Commanders and leaders
- Matija Nenadović Nikola Grbović Milić Kedić: Poreč-Alija

Units involved
- Valjevo nahija: Janissaries Valjevo deli and local soldiers Ub soldiers

Strength
- c. 350: 700+

Casualties and losses
- Many: Many

= Battle of Valjevo (1804) =

Battle part of the first Serbian uprising

The Battle of Valjevo was undertaken by the Serbian rebel army led by archpriest Matija Nenadović and knez Nikola Grbović against the city of Valjevo, in the hands of the Dahije (renegade Janissaries) in March 1804. Valjevo was the centre of the Valjevo nahiya in the west of the main rebel territory of Šumadija. It was in the hands of Poreč-Alija, a notorious Janissary. After failed negotiations, the rebels besieged and assaulted the city, forcing the "Turks" to leave it.

==Background==

After the Slaughter of the Knezes (January 1804), in which Serb notables of the Belgrade Pashalik were murdered, including Mehmed-aga Fočić's executions of obor-knez Aleksa Nenadović and obor-knez Ilija Birčanin, the Valjevo "Turks", including yerli (natives) and Janissaries, decided that all Turk men of Ub be transferred to Valjevo and their women and children to Užice and Soko.
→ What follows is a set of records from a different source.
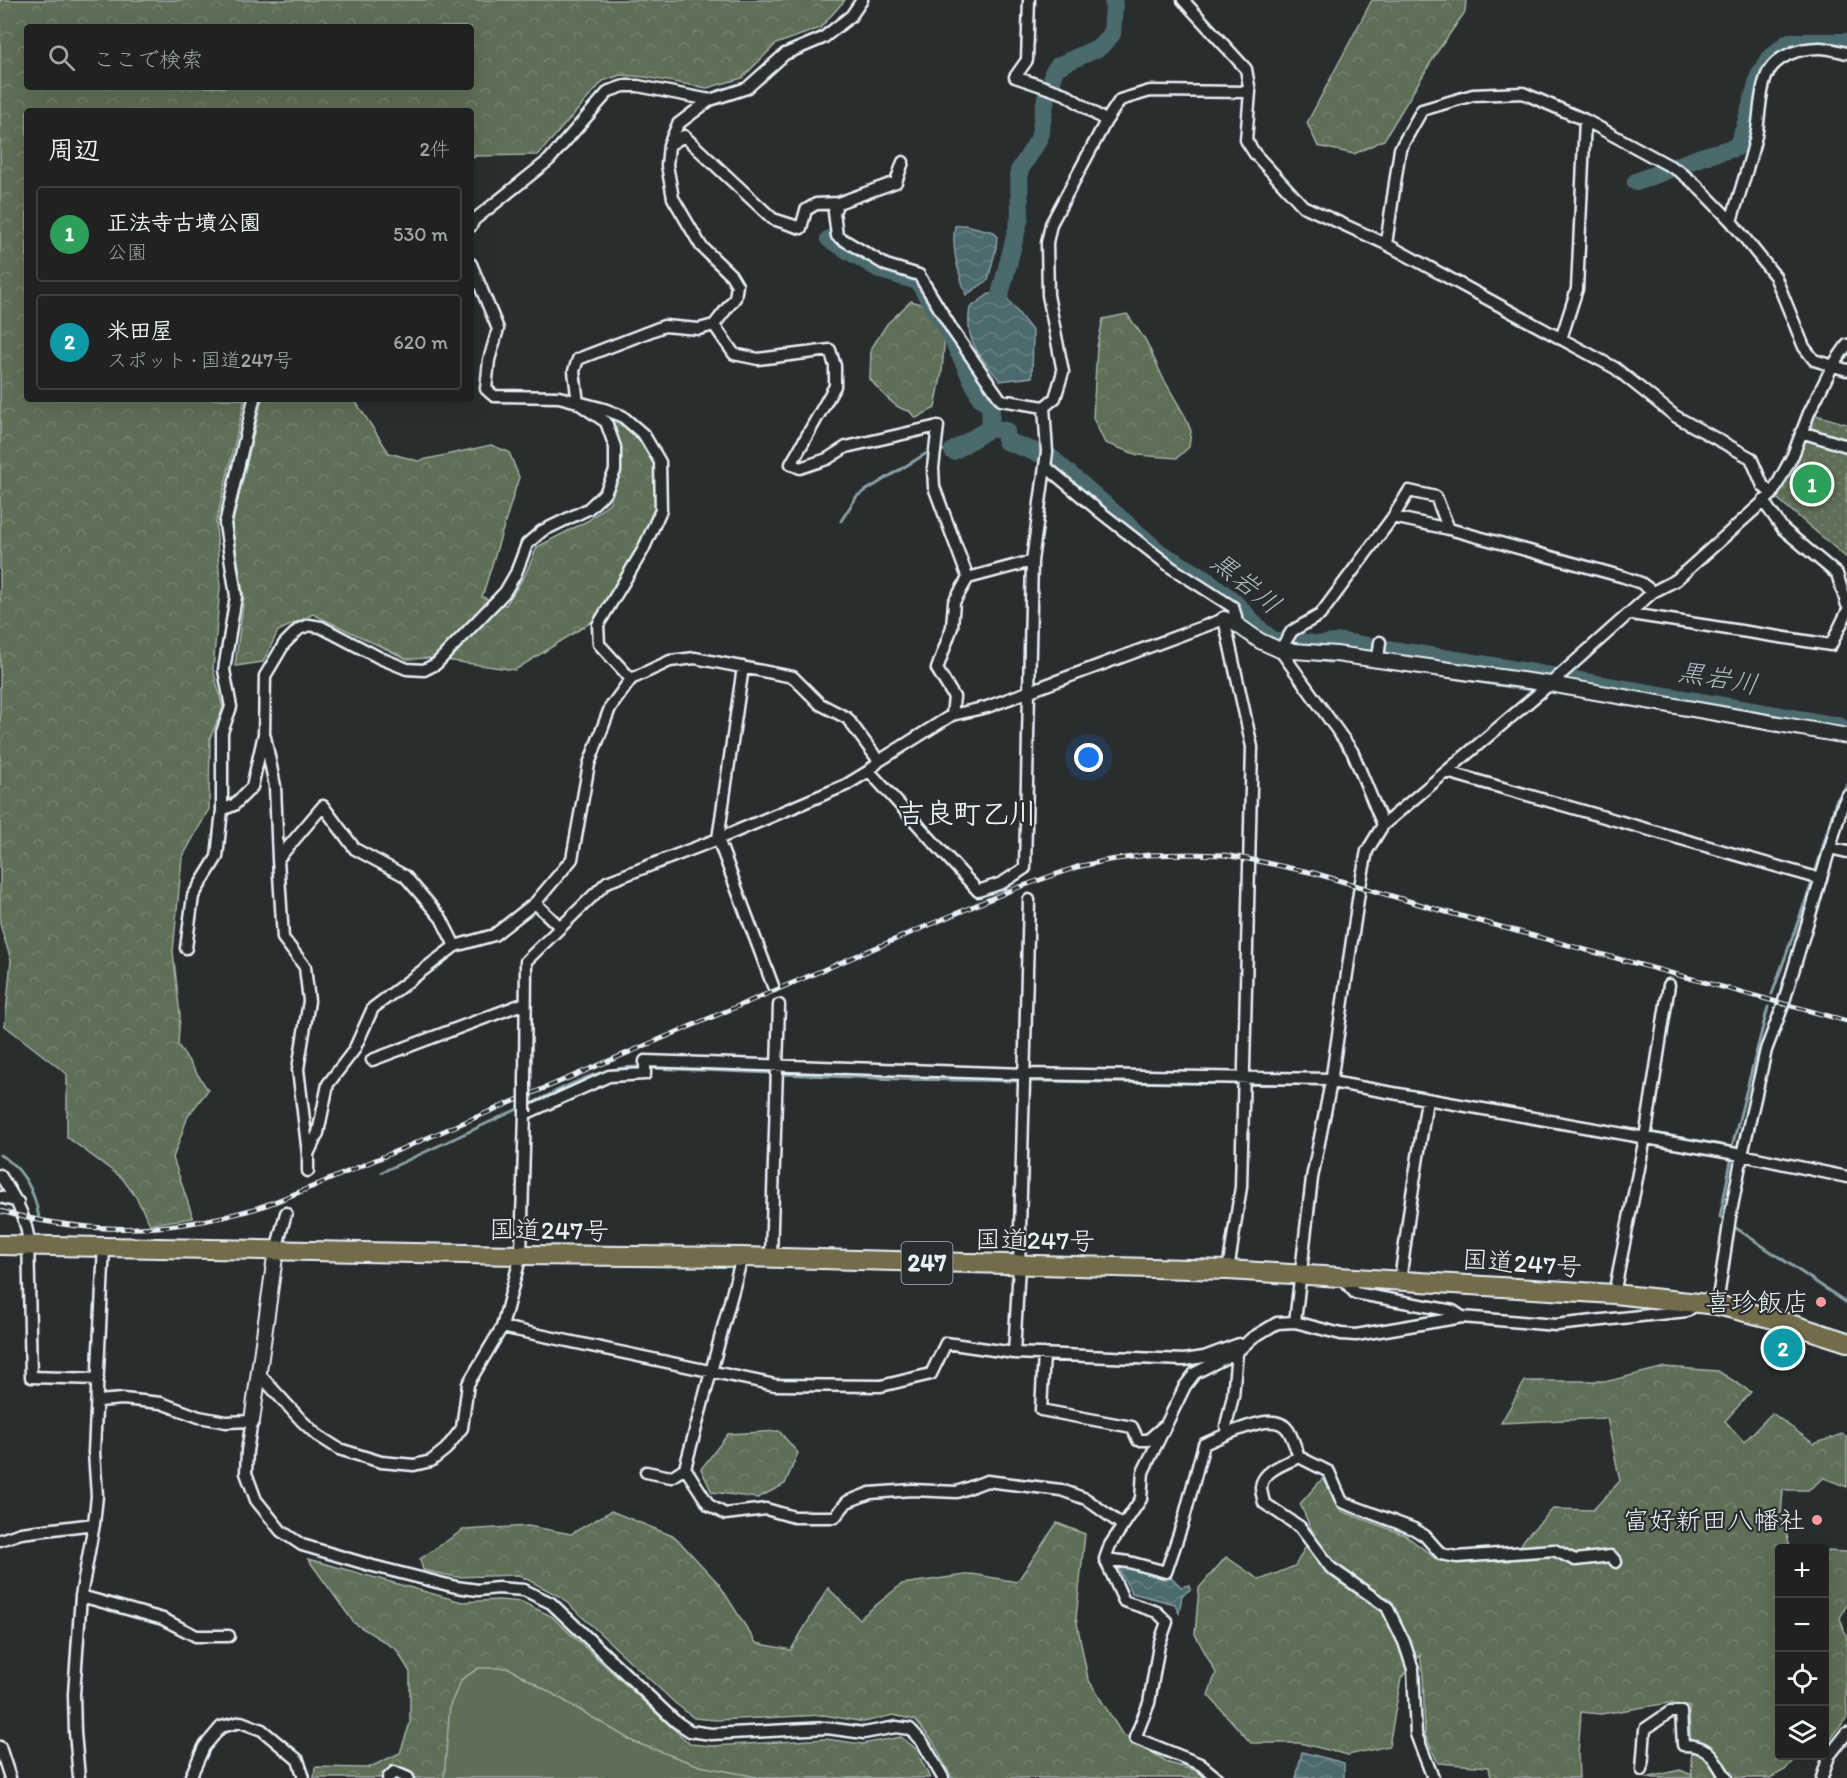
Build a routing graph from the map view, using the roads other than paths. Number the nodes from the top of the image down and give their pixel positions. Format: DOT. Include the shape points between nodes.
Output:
graph roads {
  1 [pos="862,0"];
  2 [pos="1029,0"];
  3 [pos="1183,0"];
  4 [pos="1847,53"];
  5 [pos="1250,92"];
  6 [pos="710,100"];
  7 [pos="1106,120"];
  8 [pos="1585,120"];
  9 [pos="669,145"];
  10 [pos="903,162"];
  11 [pos="838,203"];
  12 [pos="474,219"];
  13 [pos="1731,221"];
  14 [pos="1386,244"];
  15 [pos="474,271"];
  16 [pos="714,325"];
  17 [pos="1561,339"];
  18 [pos="1847,345"];
  19 [pos="1833,365"];
  20 [pos="1847,370"];
  21 [pos="253,402"];
  22 [pos="578,403"];
  23 [pos="1044,407"];
  24 [pos="1802,432"];
  25 [pos="1847,446"];
  26 [pos="1045,466"];
  27 [pos="1767,497"];
  28 [pos="1393,517"];
  29 [pos="1449,529"];
  30 [pos="1032,561"];
  31 [pos="968,578"];
  32 [pos="1653,592"];
  33 [pos="1847,604"];
  34 [pos="1847,612"];
  35 [pos="1631,614"];
  36 [pos="1230,622"];
  37 [pos="1380,642"];
  38 [pos="1281,650"];
  39 [pos="1378,659"];
  40 [pos="743,667"];
  41 [pos="631,679"];
  42 [pos="1550,684"];
  43 [pos="1029,691"];
  44 [pos="952,715"];
  45 [pos="264,734"];
  46 [pos="1843,735"];
  47 [pos="879,761"];
  48 [pos="868,771"];
  49 [pos="1447,772"];
  50 [pos="1847,796"];
  51 [pos="222,810"];
  52 [pos="1383,825"];
  53 [pos="718,839"];
  54 [pos="1830,849"];
  55 [pos="1847,852"];
  56 [pos="278,859"];
  57 [pos="1821,879"];
  58 [pos="1029,900"];
  59 [pos="535,903"];
  60 [pos="560,927"];
  61 [pos="455,946"];
  62 [pos="186,948"];
  63 [pos="1669,985"];
  64 [pos="773,986"];
  65 [pos="525,1003"];
  66 [pos="778,1005"];
  67 [pos="372,1060"];
  68 [pos="777,1066"];
  69 [pos="1024,1074"];
  70 [pos="1244,1078"];
  71 [pos="1331,1083"];
  72 [pos="1427,1100"];
  73 [pos="525,1113"];
  74 [pos="1645,1138"];
  75 [pos="308,1154"];
  76 [pos="1742,1155"];
  77 [pos="308,1171"];
  78 [pos="0,1175"];
  79 [pos="1847,1177"];
  80 [pos="0,1197"];
  81 [pos="18,1202"];
  82 [pos="286,1213"];
  83 [pos="0,1245"];
  84 [pos="28,1245"];
  85 [pos="104,1246"];
  86 [pos="276,1250"];
  87 [pos="520,1255"];
  88 [pos="742,1257"];
  89 [pos="771,1257"];
  90 [pos="1019,1266"];
  91 [pos="1228,1270"];
  92 [pos="1301,1276"];
  93 [pos="1342,1278"];
  94 [pos="1400,1281"];
  95 [pos="1614,1294"];
  96 [pos="1698,1303"];
  97 [pos="1717,1305"];
  98 [pos="1462,1317"];
  99 [pos="1295,1322"];
  100 [pos="502,1327"];
  101 [pos="1252,1338"];
  102 [pos="1847,1342"];
  103 [pos="1237,1352"];
  104 [pos="1014,1353"];
  105 [pos="1044,1354"];
  106 [pos="710,1372"];
  107 [pos="259,1374"];
  108 [pos="98,1379"];
  109 [pos="98,1401"];
  110 [pos="252,1421"];
  111 [pos="1166,1425"];
  112 [pos="1229,1433"];
  113 [pos="1299,1457"];
  114 [pos="685,1468"];
  115 [pos="646,1472"];
  116 [pos="94,1524"];
  117 [pos="1122,1525"];
  118 [pos="0,1540"];
  119 [pos="1105,1560"];
  120 [pos="1616,1562"];
  121 [pos="81,1596"];
  122 [pos="228,1636"];
  123 [pos="1847,1733"];
  124 [pos="0,1747"];
  125 [pos="1642,1770"];
  126 [pos="10,1778"];
  127 [pos="79,1778"];
  128 [pos="190,1778"];
  129 [pos="304,1778"];
  130 [pos="388,1778"];
  131 [pos="408,1778"];
  132 [pos="943,1778"];
  133 [pos="1217,1778"];
  134 [pos="1433,1778"];
  135 [pos="1726,1778"];
  136 [pos="1822,1778"];
  1 -- 6 [label="street" via="851,16 823,38 785,54 747,88"];
  2 -- 7 [label="street" via="1027,60 1015,77 1065,94"];
  3 -- 5 [label="street" via="1246,69"];
  4 -- 13 [label="street" via="1821,48 1797,51 1772,66"];
  5 -- 7 [label="street" via="1150,91 1120,100"];
  5 -- 14 [label="street" via="1246,140 1256,154 1303,206"];
  6 -- 9 [label="street" via="678,124"];
  6 -- 12 [label="street" via="639,86 609,91 549,160"];
  7 -- 23 [label="street" via="1051,224 1047,243 1048,296 1063,372 1055,398"];
  8 -- 13 [label="street" via="1679,171"];
  8 -- 14 [label="street" via="1523,93 1473,95 1422,110 1400,149"];
  8 -- 17 [label="street" via="1577,289"];
  9 -- 11 [label="street" via="684,136 773,219 801,228 806,210 816,204"];
  9 -- 16 [label="street" via="673,198 701,246 737,285 735,298"];
  10 -- 11 [label="street" via="896,182"];
  11 -- 23 [label="street" via="834,212 837,236 886,265 919,274 1001,400"];
  13 -- 19 [label="street" via="1775,276 1804,347 1814,360"];
  14 -- 17 [label="street"];
  15 -- 22 [label="street" via="498,329 486,388 494,396 559,397"];
  16 -- 22 [label="street" via="699,329 664,326 579,359 574,371"];
  16 -- 31 [label="street" via="734,354 758,359 830,350 835,386 791,464 800,468 827,459 846,447 938,426 934,486"];
  17 -- 27 [label="street" via="1615,368 1675,416 1751,458"];
  18 -- 19 [label="street"];
  19 -- 20 [label="street"];
  19 -- 24 [label="street"];
  21 -- 51 [label="street" via="225,524 236,596 224,670 231,707 222,732"];
  22 -- 41 [label="street" via="622,416 644,435 660,462 661,510 643,550 598,625 599,644"];
  22 -- 45 [label="street" via="606,422 615,447 615,471 604,493 588,509 542,531 527,544 505,592 436,664 424,670 407,669 380,658 321,627 309,625 299,629 284,644 264,676"];
  23 -- 26 [label="street"];
  24 -- 25 [label="street"];
  24 -- 27 [label="street"];
  26 -- 30 [label="street"];
  26 -- 36 [label="street" via="1172,568 1233,607 1236,617"];
  27 -- 32 [label="street" via="1676,580"];
  27 -- 33 [label="street" via="1783,529 1837,574"];
  28 -- 29 [label="street"];
  28 -- 29 [label="street" via="1409,491 1436,497"];
  28 -- 38 [label="street" via="1320,615 1292,632"];
  29 -- 32 [label="street" via="1624,577"];
  30 -- 31 [label="street"];
  30 -- 43 [label="street"];
  31 -- 44 [label="street" via="954,602 952,627 937,669 954,697"];
  32 -- 35 [label="street"];
  34 -- 35 [label="street" via="1831,645"];
  35 -- 42 [label="street"];
  36 -- 38 [label="street"];
  36 -- 43 [label="street"];
  36 -- 70 [label="street" via="1252,747"];
  37 -- 39 [label="street"];
  38 -- 39 [label="street"];
  38 -- 52 [label="street" via="1352,751"];
  39 -- 42 [label="street"];
  40 -- 41 [label="street" via="695,658 670,661"];
  40 -- 47 [label="street" via="793,677 820,704 847,718"];
  40 -- 53 [label="street"];
  41 -- 59 [label="street" via="610,708 589,764 572,859"];
  42 -- 46 [label="street"];
  42 -- 49 [label="street"];
  43 -- 44 [label="street"];
  43 -- 48 [label="street" via="1024,868 1002,882 978,891"];
  44 -- 47 [label="street"];
  45 -- 51 [label="street" via="252,788 234,806"];
  45 -- 56 [label="street" via="275,786"];
  47 -- 48 [label="street"];
  48 -- 53 [label="street" via="846,785"];
  49 -- 52 [label="street"];
  49 -- 57 [label="street"];
  50 -- 54 [label="street"];
  51 -- 62 [label="street" via="217,857 193,896"];
  52 -- 71 [label="street" via="1367,851"];
  53 -- 60 [label="street" via="607,882"];
  53 -- 64 [label="street"];
  54 -- 55 [label="street"];
  54 -- 57 [label="street"];
  56 -- 61 [label="street" via="323,806 355,849 405,876 441,918"];
  56 -- 75 [label="street" via="283,938 304,967 309,1000 298,1069"];
  57 -- 76 [label="street" via="1766,1050"];
  58 -- 69 [label="street"];
  59 -- 60 [label="street"];
  59 -- 61 [label="street" via="494,935"];
  60 -- 65 [label="street" via="526,961"];
  61 -- 75 [label="street" via="373,1008 354,1050 328,1084 318,1133"];
  63 -- 74 [label="street"];
  65 -- 67 [label="street"];
  65 -- 73 [label="street, bridge"];
  66 -- 68 [label="street"];
  68 -- 69 [label="street"];
  68 -- 73 [label="street" via="645,1061 645,1074 609,1076"];
  68 -- 89 [label="street"];
  69 -- 70 [label="street"];
  69 -- 90 [label="street"];
  70 -- 71 [label="street"];
  70 -- 91 [label="street" via="1240,1187"];
  71 -- 72 [label="street"];
  71 -- 92 [label="street" via="1312,1178"];
  72 -- 74 [label="street"];
  72 -- 94 [label="street"];
  73 -- 87 [label="street"];
  74 -- 76 [label="street"];
  74 -- 95 [label="street"];
  75 -- 77 [label="street"];
  76 -- 79 [label="street"];
  76 -- 97 [label="street"];
  78 -- 81 [label="street"];
  80 -- 81 [label="street"];
  81 -- 84 [label="street" via="25,1218"];
  82 -- 86 [label="street"];
  83 -- 84 [label="highway, 国道247号 / 247"];
  84 -- 85 [label="highway, 国道247号 / 247"];
  84 -- 108 [label="street" via="31,1377"];
  85 -- 86 [label="highway, 国道247号 / 247"];
  85 -- 108 [label="street"];
  86 -- 87 [label="highway, 国道247号 / 247"];
  86 -- 107 [label="street"];
  87 -- 88 [label="highway, 国道247号 / 247"];
  87 -- 100 [label="street"];
  88 -- 89 [label="highway, 国道247号 / 247"];
  88 -- 106 [label="street"];
  89 -- 90 [label="highway, 国道247号 / 247"];
  90 -- 91 [label="highway, 国道247号 / 247"];
  90 -- 104 [label="street"];
  91 -- 92 [label="highway, 国道247号 / 247"];
  92 -- 93 [label="highway, 国道247号 / 247"];
  92 -- 99 [label="street"];
  93 -- 94 [label="highway, 国道247号 / 247"];
  93 -- 98 [label="street" via="1355,1293 1453,1311"];
  94 -- 95 [label="highway, 国道247号 / 247"];
  95 -- 96 [label="highway, 国道247号 / 247"];
  96 -- 97 [label="highway, 国道247号 / 247"];
  96 -- 98 [label="street" via="1687,1311 1556,1325"];
  97 -- 102 [label="highway, 国道247号 / 247"];
  98 -- 99 [label="street" via="1356,1335"];
  99 -- 101 [label="street" via="1277,1323"];
  100 -- 106 [label="street"];
  100 -- 107 [label="street" via="468,1384 462,1428 432,1461 414,1466 381,1462 339,1449 309,1428"];
  101 -- 103 [label="street"];
  101 -- 105 [label="street" via="1204,1357 1184,1360"];
  103 -- 111 [label="street" via="1195,1373"];
  103 -- 112 [label="street" via="1226,1426"];
  104 -- 105 [label="street"];
  104 -- 106 [label="street" via="946,1343 932,1374 881,1386 776,1385"];
  105 -- 111 [label="street" via="1041,1410 1132,1427 1138,1440 1148,1440"];
  106 -- 114 [label="street"];
  107 -- 110 [label="street"];
  108 -- 109 [label="street"];
  109 -- 110 [label="street" via="161,1403 200,1417"];
  109 -- 116 [label="street"];
  110 -- 132 [label="street" via="246,1473 256,1500 281,1531 302,1545 456,1587 524,1590 550,1603 690,1731 711,1734 827,1728 864,1733 896,1727 910,1729"];
  111 -- 117 [label="street" via="1143,1472 1140,1499"];
  112 -- 113 [label="street" via="1276,1422 1287,1429"];
  112 -- 119 [label="street" via="1204,1444 1184,1522 1166,1572"];
  113 -- 120 [label="street" via="1329,1472 1342,1502 1413,1529 1441,1554 1457,1557 1554,1550 1575,1560 1611,1556"];
  113 -- 134 [label="street" via="1268,1474 1261,1486 1264,1503 1300,1527 1331,1568 1387,1607 1413,1670 1416,1734"];
  114 -- 115 [label="street" via="671,1477"];
  114 -- 117 [label="street" via="709,1505 725,1514 766,1509 794,1517 835,1517 847,1502 870,1493 957,1492 987,1481 1061,1490 1086,1498"];
  116 -- 118 [label="street" via="21,1533"];
  116 -- 121 [label="street"];
  117 -- 119 [label="street"];
  119 -- 133 [label="street" via="1124,1601 1157,1612 1167,1622 1149,1703 1135,1738 1200,1764"];
  121 -- 122 [label="street" via="163,1619 196,1636"];
  121 -- 127 [label="street" via="74,1694"];
  123 -- 136 [label="street" via="1829,1756"];
  124 -- 126 [label="street"];
  125 -- 135 [label="street" via="1645,1729 1670,1712 1682,1712 1683,1745 1697,1745 1710,1753"];
  128 -- 129 [label="street" via="204,1747 220,1726 241,1722 262,1730 298,1760"];
  130 -- 131 [label="street" via="394,1772"];
}
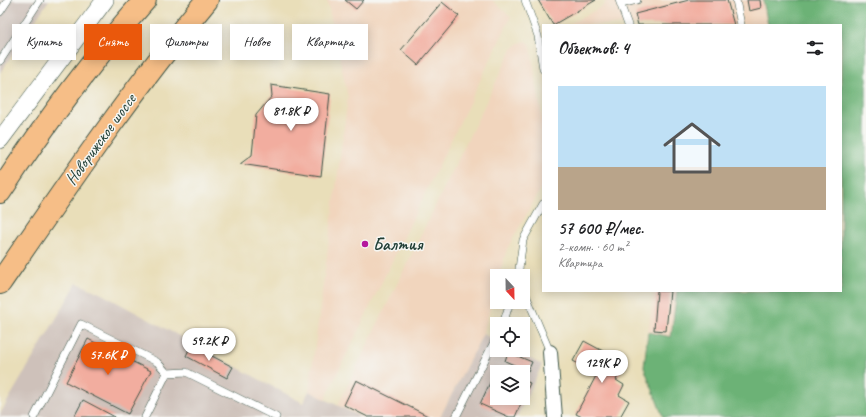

Valjevo was to be ready to defend itself from a potential Serb retaliation.

On , Serb notables met at Orašac in the Kragujevac nahiya and decided to rise up under the command of Karađorđe. Aleksa's brother Jakov Nenadović had succeeded as obor-knez of Tamnava, and when hearing that the Kragujevac, Rudnik and most of the Belgrade nahiyas had risen up, he and his nephew, Aleksa's son, the archpriest Matija Nenadović, decided to organize rebellion in the Valjevo nahiya. Jakov and Matija took their villagers to the Posovo mountain and Jakov went through the Tamnava and Posavska knežina and traded in swines and cattle to fund rebellion. Matija set out to discuss the matter with the villages and was met with great enthusiasm regarding Karađorđe's uprising in the first village he crossed, that of Kutemica, meeting with Savko Savković and other notables. Matija and Savko called upon Milić Kedić, the buljubaša (captain) of executed Birčanin, and the knez of Kolubara, Nikola Grbović, the close associate of Aleksa and Birčanin. Grbović had survived the slaughter as he was ill and thus escaped capture. On , or the following day, the Serb notables of the Valjevo nahiya gathered at the Brankovina height (Brankovački vis) and decided to rise up against the Dahije. Some 700 men were gathered, but they were ill-equipped. Jakov sent Matija to acquire weaponry and ammunition via Austrian officer Mitesser in Semlin (Zemun), a friend of the Nenadović family. Arsenije Raonić and Živko Dabić (the son-in-law of Aleksa) immediately went to Ljubinić where they burnt down the inns (hanovi). The majority of the mustered Tamnava rebels were subsequently deterred from rising up through serfs (kmet) that were in contact with Poreč-Alija, the Dahije commander of Valjevo, but they were persuaded by Matija to gather at Ljubinić with the rest of the Valjevo nahiya rebel army. The Šabac Turks called the Sanjak of Zvornik to aid against the rebels.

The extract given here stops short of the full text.